**WORK ITEM**
Identify and pull out each line of the entries in which "roads" occurs.

**INPUT FOR THIS TASK**

————

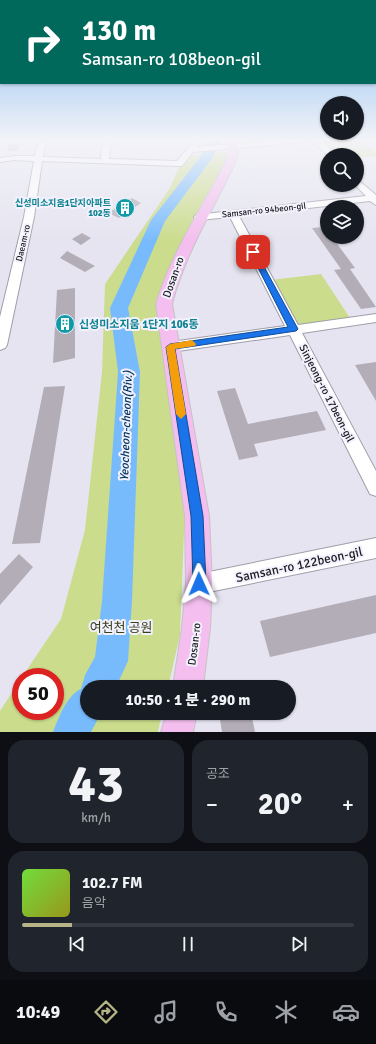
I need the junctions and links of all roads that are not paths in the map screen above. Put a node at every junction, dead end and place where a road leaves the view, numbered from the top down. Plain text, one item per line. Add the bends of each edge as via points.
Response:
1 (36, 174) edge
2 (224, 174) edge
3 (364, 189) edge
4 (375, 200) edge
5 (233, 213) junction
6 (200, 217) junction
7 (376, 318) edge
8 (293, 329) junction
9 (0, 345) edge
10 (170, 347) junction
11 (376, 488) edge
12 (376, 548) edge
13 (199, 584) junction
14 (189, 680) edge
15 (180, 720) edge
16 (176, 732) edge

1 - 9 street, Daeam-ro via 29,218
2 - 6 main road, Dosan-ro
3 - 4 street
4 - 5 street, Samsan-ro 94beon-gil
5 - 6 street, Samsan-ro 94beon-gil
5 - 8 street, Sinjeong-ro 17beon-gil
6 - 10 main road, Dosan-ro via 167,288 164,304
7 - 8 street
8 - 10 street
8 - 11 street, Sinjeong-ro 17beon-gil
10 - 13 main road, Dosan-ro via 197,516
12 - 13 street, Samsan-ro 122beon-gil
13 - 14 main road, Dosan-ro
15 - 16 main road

————

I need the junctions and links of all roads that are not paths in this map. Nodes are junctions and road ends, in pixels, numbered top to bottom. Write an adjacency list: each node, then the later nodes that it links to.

————

**PROBLEM SOLUTION**
I need the junctions and links of all roads that are not paths in the map screen above. Put a node at every junction, dead end and place where a road leaves the view, numbered from the top down. Plain text, one item per line. Add the bends of each edge as via points.
I need the junctions and links of all roads that are not paths in this map. Nodes are junctions and road ends, in pixels, numbered top to bottom. Write an adjacency list: each node, then the later nodes that it links to.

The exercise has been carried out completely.